■ **YOUR ASSIGNMENT**
Lines from the entries below that hold "edges" form the answer; copy all of them.

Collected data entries
■ ■ ■ ■ ■
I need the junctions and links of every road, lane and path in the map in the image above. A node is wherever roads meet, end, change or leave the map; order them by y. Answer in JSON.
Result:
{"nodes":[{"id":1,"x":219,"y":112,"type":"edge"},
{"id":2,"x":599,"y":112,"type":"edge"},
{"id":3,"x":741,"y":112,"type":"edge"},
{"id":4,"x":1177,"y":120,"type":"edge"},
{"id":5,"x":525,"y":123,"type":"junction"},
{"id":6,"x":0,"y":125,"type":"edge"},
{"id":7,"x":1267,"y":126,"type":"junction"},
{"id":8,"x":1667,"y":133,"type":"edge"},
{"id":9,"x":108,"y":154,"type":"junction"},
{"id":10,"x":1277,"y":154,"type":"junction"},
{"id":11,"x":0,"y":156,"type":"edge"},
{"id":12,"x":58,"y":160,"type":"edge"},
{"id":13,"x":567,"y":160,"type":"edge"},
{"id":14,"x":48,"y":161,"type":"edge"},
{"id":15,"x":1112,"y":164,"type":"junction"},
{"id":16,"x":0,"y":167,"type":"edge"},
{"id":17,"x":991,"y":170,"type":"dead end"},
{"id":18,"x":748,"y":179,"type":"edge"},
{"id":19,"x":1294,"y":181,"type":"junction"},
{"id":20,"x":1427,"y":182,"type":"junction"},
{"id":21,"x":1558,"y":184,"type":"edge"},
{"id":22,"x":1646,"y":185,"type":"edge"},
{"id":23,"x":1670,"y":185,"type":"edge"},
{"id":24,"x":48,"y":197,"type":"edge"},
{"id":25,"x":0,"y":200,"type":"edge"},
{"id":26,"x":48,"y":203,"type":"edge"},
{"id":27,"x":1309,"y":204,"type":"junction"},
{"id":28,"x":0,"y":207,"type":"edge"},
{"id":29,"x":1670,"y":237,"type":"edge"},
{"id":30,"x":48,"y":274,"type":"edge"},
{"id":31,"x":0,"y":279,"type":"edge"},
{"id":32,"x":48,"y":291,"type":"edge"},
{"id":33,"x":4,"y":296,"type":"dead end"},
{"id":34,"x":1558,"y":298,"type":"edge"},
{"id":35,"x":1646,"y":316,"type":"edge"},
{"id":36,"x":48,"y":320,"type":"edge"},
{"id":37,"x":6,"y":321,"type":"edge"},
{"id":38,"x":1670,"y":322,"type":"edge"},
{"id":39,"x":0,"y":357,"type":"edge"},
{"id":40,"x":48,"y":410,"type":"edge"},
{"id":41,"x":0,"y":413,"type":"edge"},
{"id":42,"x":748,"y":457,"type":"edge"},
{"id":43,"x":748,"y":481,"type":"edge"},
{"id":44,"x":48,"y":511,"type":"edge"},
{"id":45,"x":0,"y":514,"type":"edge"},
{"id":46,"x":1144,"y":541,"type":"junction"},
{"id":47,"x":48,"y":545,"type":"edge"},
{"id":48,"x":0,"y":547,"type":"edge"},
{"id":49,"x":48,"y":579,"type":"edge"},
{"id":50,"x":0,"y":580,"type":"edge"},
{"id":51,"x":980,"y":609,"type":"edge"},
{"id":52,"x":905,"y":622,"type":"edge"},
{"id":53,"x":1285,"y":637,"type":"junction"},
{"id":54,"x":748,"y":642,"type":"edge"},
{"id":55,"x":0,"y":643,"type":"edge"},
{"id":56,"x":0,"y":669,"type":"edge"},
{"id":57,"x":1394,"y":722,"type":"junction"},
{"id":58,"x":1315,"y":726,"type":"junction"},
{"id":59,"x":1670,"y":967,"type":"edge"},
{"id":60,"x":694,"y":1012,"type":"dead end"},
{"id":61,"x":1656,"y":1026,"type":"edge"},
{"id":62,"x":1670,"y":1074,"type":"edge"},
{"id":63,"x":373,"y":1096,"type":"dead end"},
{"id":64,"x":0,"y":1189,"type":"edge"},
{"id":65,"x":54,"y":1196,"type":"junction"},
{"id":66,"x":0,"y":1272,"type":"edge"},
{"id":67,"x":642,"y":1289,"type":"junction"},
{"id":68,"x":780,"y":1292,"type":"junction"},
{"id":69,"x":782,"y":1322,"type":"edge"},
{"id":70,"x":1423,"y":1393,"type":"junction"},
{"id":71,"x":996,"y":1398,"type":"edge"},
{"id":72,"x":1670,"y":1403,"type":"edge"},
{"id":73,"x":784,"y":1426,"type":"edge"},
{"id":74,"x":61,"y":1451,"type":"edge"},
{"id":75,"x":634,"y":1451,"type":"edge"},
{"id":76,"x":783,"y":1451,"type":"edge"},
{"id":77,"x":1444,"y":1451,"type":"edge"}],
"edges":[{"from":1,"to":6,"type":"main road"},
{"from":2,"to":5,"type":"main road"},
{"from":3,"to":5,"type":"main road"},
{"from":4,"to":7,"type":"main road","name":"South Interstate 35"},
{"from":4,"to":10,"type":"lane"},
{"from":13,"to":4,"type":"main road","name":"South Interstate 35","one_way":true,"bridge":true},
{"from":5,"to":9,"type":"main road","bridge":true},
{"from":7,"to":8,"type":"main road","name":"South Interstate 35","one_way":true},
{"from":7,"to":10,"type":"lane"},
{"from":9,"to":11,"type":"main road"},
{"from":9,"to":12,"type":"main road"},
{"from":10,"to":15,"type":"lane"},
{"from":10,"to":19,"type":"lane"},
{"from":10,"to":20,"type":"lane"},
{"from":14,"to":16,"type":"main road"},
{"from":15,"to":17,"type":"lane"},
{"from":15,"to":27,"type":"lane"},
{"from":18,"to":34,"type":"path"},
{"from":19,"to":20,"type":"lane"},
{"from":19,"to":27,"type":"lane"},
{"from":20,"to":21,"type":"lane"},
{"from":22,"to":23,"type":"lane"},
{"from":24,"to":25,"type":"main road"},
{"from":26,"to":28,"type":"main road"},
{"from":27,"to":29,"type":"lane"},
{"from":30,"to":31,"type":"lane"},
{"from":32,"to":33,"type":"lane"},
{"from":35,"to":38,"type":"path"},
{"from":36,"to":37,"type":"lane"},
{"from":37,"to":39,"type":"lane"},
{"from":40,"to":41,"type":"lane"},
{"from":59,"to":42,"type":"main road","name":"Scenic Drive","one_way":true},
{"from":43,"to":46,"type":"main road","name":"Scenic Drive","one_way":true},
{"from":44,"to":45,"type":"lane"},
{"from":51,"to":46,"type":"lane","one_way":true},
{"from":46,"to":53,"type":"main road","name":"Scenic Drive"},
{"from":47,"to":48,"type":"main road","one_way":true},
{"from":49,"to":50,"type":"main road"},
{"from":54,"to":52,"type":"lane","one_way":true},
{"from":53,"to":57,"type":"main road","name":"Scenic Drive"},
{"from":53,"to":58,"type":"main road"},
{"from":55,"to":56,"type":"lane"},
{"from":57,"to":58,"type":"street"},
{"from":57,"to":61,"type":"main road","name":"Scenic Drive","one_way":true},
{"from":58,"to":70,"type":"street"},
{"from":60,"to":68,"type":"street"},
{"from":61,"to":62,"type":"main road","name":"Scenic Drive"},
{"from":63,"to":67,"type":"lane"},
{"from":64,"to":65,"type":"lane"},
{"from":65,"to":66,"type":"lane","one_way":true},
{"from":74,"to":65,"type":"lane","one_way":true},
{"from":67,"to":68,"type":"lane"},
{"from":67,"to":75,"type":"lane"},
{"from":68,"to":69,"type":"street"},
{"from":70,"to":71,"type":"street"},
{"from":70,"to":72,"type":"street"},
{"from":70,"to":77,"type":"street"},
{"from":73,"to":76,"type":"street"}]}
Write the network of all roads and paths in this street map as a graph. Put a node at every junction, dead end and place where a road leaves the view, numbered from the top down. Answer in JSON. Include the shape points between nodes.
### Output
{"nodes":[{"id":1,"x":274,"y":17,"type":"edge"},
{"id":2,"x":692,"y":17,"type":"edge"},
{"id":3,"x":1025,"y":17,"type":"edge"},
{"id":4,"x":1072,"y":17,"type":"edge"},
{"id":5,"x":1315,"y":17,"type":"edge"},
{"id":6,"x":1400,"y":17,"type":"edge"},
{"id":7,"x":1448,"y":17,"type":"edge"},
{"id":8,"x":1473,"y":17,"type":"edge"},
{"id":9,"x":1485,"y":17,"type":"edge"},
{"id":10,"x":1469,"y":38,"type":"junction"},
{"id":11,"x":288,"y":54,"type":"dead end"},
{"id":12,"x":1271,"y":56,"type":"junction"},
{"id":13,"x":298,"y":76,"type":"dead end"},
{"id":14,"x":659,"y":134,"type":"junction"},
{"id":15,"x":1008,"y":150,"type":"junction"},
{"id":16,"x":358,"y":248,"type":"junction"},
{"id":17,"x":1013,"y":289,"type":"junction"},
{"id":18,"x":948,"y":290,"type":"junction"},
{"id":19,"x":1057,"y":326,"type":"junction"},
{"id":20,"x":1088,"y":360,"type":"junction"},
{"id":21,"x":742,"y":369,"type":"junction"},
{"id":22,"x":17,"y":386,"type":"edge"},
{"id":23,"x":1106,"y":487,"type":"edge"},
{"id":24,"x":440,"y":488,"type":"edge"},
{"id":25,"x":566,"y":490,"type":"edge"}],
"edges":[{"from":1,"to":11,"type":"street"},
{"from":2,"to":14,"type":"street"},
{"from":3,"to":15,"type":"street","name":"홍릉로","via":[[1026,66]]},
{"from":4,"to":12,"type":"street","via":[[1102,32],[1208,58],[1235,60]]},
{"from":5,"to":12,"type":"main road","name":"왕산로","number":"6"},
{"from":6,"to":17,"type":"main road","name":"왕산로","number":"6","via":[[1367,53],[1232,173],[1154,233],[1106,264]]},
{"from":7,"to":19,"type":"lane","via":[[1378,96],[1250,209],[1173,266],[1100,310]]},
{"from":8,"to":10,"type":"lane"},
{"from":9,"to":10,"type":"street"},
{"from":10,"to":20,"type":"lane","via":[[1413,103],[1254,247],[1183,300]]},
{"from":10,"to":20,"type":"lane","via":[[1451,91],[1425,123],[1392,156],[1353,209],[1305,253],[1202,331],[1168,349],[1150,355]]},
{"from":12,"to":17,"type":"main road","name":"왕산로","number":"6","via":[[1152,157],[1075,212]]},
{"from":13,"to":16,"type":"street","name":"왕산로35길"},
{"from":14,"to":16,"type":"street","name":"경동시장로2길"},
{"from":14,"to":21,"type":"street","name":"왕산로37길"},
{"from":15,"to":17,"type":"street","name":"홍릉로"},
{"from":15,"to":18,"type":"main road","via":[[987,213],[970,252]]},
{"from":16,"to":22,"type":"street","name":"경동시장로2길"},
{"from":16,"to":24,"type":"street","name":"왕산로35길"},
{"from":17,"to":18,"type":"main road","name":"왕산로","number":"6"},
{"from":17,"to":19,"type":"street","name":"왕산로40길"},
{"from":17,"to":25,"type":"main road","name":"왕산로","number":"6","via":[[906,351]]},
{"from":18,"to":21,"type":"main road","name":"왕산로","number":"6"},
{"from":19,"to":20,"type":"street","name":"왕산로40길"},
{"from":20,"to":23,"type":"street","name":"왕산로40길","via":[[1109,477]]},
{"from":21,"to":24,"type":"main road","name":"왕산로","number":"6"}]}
■ ■ ■ ■ ■
■ **COMPLETED TASK**
"edges":[{"from":1,"to":6,"type":"main road"},
"edges":[{"from":1,"to":11,"type":"street"},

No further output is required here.